If sync mode times out (HTTP 408), the migration is still processing — check migrationStatus via GET /loans/{loanId}. A single loan with a few draws and modest history typically migrates in seconds. Loans with many draws and extensive transaction history may take minutes.

For large batches, always use async mode. Monitor progress by polling loan status or subscribing to the loan.migration.succeeded and loan.migration.failed webhook events.

Failed migration with no errors

Q: Migration status shows failed but I don't see specific errors. What do I do?

Contact Peach Support. Some failure scenarios (e.g., internal timeouts during replay) don't surface user-facing errors. Support can investigate the migration event logs.

When migration fails, the system automatically:

  1. Rolls back the loan status to pending
  2. Clears the migrated_at timestamp
  3. Reverses all ledger entries created during the migration attempt
  4. Resets the migration status to failed

You can then reset to prepMigration, correct any data issues, and attempt migration again.

Re-using external IDs after cancellation

Q: I canceled a migrated loan but can't create a new loan with the same external ID.

External IDs must be unique across all loans in your company, including canceled ones. Use clearAllExternalIds=true when canceling (see Canceling and re-migrating loans), or change the external ID on the incorrectly migrated loan before canceling (e.g., append -canceled).

Sandbox testing

Q: Can I test the full migration workflow in sandbox?
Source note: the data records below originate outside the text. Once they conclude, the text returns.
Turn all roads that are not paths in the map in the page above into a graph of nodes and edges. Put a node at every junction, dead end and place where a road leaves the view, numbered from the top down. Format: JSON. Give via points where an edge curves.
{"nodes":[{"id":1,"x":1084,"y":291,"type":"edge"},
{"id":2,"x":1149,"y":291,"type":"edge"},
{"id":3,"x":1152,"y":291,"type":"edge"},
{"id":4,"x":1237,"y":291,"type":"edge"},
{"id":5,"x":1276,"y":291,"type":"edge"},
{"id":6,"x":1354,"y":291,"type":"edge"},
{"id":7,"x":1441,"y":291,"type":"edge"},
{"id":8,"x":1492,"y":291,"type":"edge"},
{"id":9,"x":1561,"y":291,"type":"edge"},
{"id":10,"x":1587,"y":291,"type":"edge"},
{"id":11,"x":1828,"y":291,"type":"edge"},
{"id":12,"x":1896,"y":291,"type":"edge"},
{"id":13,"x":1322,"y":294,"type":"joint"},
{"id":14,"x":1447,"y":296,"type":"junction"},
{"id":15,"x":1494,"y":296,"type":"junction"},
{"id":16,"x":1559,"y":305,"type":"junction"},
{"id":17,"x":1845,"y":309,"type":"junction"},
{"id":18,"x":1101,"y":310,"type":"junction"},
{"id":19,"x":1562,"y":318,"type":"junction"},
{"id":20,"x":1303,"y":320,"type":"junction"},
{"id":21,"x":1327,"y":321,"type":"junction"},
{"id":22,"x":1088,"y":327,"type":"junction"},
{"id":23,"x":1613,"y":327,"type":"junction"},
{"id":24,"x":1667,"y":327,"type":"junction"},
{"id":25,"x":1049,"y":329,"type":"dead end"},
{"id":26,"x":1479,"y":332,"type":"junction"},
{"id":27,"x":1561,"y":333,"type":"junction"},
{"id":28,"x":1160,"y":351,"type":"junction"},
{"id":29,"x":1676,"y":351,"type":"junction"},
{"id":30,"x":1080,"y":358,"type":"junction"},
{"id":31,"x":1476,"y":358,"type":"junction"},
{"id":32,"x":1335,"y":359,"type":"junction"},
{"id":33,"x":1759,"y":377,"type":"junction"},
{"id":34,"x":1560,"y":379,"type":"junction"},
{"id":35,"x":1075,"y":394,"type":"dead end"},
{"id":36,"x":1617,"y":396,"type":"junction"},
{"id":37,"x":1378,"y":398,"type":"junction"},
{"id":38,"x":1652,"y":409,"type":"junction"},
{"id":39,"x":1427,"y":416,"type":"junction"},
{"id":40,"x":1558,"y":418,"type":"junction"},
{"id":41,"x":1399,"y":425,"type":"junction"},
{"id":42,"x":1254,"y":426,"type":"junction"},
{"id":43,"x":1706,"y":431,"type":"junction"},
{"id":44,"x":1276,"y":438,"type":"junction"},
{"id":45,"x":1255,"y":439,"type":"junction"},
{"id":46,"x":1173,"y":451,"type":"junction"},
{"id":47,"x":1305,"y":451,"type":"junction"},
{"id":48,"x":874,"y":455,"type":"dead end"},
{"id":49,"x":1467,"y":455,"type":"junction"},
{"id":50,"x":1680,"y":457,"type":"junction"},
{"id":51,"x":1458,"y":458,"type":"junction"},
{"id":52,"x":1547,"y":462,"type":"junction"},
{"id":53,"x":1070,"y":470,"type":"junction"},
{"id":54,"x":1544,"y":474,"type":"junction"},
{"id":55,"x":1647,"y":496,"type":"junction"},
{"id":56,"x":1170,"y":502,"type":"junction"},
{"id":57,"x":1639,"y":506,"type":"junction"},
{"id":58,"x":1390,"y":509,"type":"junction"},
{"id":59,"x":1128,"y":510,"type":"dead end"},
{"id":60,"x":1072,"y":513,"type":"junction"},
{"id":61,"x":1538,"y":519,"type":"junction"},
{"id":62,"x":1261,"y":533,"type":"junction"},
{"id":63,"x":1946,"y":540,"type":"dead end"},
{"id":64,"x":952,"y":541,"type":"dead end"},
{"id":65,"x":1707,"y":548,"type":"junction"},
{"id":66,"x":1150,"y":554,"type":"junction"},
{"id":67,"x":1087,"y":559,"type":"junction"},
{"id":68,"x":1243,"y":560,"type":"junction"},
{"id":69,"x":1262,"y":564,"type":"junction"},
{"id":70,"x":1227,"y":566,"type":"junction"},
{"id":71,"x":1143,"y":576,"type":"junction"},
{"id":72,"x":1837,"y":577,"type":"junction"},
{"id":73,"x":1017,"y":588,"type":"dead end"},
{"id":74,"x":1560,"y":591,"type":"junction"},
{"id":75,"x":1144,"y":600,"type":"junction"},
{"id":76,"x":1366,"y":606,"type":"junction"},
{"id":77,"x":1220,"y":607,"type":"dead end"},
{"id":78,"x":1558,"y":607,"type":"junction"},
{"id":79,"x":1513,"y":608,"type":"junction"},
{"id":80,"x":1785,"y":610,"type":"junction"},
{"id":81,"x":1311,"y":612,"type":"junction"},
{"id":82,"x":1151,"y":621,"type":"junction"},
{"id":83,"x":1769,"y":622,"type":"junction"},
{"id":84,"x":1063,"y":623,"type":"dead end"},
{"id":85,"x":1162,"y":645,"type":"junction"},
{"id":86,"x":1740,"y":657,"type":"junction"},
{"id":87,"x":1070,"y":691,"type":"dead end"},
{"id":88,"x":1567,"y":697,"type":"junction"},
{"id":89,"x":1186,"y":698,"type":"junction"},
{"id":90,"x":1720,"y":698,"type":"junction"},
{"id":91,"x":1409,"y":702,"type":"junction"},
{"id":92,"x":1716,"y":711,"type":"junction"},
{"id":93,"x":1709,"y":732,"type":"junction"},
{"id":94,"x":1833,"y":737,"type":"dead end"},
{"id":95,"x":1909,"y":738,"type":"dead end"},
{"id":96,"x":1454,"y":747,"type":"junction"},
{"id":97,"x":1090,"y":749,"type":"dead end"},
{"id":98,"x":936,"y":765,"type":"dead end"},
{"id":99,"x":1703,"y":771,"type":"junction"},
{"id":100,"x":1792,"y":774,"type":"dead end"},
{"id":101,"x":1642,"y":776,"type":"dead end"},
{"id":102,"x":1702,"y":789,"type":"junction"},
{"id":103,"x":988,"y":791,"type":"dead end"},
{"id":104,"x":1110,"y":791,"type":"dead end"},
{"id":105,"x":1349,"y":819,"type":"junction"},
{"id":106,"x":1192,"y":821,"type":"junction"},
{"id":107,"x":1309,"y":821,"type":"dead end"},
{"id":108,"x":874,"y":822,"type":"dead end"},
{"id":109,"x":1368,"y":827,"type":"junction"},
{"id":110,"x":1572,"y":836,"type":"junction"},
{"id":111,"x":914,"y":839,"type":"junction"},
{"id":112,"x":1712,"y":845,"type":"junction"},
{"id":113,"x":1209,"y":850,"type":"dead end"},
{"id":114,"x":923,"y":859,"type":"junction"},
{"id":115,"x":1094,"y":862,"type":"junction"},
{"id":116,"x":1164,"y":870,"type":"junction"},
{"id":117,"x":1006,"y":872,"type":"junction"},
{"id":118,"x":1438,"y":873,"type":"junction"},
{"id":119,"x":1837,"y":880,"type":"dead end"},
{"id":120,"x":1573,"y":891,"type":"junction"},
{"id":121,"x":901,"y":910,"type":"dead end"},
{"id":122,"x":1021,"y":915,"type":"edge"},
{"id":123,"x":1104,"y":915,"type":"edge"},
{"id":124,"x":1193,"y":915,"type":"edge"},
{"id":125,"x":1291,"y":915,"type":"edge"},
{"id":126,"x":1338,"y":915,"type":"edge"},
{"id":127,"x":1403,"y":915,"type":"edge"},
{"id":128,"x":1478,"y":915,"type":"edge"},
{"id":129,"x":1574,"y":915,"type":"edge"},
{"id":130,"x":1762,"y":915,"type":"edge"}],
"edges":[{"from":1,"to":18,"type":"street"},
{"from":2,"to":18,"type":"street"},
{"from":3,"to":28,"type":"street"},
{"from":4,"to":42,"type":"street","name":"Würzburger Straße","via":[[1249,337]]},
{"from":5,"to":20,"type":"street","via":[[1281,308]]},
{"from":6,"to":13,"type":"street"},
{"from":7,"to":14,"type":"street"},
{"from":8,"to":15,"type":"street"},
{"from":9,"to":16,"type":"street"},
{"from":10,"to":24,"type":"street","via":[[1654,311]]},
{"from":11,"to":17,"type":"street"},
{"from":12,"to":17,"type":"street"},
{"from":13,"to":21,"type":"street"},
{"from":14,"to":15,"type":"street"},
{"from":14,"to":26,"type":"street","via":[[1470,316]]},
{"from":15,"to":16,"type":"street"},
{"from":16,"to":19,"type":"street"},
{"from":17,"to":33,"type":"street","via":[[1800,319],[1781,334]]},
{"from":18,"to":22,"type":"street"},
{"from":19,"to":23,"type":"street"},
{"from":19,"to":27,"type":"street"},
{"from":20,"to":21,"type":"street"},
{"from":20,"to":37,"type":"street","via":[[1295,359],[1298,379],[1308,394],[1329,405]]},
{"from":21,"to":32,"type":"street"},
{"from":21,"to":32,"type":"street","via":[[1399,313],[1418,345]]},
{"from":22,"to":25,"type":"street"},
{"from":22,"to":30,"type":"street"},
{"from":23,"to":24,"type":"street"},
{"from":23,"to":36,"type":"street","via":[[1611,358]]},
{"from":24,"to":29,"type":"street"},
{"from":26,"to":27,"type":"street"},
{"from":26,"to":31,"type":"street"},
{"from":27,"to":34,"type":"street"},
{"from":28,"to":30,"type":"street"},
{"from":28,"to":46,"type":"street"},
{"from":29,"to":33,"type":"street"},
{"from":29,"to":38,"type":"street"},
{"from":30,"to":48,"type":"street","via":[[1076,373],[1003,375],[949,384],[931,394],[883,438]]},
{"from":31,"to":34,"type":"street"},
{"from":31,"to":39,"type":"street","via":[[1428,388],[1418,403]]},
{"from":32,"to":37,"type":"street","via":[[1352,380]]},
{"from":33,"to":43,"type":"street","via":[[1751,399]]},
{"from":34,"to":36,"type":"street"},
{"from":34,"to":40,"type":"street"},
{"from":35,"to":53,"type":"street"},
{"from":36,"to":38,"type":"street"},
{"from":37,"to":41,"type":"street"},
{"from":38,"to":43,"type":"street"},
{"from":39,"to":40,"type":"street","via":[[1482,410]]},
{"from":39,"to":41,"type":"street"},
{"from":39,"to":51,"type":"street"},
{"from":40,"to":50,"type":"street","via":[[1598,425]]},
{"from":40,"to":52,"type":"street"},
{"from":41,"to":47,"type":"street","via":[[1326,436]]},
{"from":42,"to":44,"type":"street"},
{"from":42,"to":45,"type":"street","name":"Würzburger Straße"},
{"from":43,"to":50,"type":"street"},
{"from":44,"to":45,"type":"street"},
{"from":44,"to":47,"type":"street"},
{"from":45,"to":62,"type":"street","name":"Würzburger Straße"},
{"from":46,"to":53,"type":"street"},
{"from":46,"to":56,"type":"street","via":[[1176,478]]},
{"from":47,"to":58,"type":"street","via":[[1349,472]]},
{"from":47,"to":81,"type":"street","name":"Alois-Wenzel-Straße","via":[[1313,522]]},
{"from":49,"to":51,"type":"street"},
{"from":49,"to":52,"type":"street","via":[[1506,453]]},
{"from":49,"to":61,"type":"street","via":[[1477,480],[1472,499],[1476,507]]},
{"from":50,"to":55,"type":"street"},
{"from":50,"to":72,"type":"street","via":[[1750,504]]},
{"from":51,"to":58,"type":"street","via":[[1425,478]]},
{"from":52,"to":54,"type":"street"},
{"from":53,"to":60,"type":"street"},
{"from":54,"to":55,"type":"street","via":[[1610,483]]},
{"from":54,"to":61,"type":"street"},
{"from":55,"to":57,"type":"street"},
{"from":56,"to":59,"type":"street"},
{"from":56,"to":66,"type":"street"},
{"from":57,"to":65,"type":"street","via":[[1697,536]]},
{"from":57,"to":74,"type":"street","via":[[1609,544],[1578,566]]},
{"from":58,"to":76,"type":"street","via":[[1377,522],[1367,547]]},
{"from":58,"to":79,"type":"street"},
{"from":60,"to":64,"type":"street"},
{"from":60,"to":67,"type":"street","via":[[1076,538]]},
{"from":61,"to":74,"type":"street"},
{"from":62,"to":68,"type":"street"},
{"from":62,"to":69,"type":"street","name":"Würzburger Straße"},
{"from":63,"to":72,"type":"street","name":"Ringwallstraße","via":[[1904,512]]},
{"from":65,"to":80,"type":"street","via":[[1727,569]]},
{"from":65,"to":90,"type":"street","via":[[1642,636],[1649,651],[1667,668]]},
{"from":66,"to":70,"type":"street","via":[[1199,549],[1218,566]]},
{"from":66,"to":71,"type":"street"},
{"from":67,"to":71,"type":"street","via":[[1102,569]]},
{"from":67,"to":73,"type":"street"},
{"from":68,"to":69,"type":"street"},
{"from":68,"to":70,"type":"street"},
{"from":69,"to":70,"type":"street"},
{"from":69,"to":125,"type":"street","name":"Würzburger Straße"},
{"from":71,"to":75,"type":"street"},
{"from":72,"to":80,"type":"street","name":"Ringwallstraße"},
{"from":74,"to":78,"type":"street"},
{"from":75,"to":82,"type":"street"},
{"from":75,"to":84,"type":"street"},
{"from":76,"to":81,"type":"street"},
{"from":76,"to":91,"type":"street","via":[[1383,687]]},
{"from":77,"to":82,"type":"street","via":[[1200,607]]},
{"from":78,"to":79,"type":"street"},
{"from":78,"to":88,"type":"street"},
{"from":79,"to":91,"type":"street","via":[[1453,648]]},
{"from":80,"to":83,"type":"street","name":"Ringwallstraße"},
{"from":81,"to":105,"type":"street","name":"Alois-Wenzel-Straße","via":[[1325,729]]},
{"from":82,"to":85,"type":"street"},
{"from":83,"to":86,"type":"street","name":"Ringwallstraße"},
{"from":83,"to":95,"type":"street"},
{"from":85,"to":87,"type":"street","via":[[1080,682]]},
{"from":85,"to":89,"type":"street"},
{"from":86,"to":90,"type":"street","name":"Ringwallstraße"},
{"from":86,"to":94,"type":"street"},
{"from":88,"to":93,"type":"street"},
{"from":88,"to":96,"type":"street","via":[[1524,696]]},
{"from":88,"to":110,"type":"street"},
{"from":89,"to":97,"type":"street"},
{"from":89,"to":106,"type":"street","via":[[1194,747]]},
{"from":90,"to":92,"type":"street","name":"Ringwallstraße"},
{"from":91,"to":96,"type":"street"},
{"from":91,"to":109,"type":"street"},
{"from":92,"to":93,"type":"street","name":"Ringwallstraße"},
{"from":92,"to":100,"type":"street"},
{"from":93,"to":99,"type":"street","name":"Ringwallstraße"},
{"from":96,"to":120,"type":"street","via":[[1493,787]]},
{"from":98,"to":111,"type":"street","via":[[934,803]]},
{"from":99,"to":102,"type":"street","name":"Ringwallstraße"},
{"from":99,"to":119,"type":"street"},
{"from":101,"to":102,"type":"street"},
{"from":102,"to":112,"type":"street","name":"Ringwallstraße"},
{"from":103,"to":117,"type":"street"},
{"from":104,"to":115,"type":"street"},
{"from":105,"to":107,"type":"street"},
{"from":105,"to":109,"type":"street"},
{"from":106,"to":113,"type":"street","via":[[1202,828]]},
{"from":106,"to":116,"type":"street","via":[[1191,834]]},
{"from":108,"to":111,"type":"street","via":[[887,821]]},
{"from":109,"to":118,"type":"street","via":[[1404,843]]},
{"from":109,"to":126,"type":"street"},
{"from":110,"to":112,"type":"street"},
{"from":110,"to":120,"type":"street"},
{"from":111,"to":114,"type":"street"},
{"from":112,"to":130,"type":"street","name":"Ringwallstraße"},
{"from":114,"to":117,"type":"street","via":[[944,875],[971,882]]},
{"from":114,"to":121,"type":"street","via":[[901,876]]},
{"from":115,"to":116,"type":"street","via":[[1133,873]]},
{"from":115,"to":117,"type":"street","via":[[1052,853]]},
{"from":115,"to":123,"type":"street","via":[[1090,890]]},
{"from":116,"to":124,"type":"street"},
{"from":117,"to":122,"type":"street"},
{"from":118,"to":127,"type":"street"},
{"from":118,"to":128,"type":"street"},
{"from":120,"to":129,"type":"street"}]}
Yes. Sandbox supports the complete migration workflow. Limit testing to 5 loans at a time — larger batches may cause processing delays or aborted migrations.

Migration validation errors

Q: What does "Loan is missing ledger update event" mean?

The POST /migrate endpoint validates that every non-static draw has a corresponding ledger update event (created when you set up the migration period data). This error means you created a draw but didn't create migration period data for it. Create the migration period draw data (POST .../draws/{drawId}/migration/period) for the missing draw, then retry migration.

Q: What does "Operation would lead to periods overlapping" mean?

The period validation checks that no two periods have overlapping start-end date ranges, that there are no gaps between consecutive periods, and that statementDate = endDate + 1 day. Review your past periods data and migration period data for date inconsistencies. Common causes: daylight saving time boundaries, months with different day counts, or off-by-one errors in date calculations.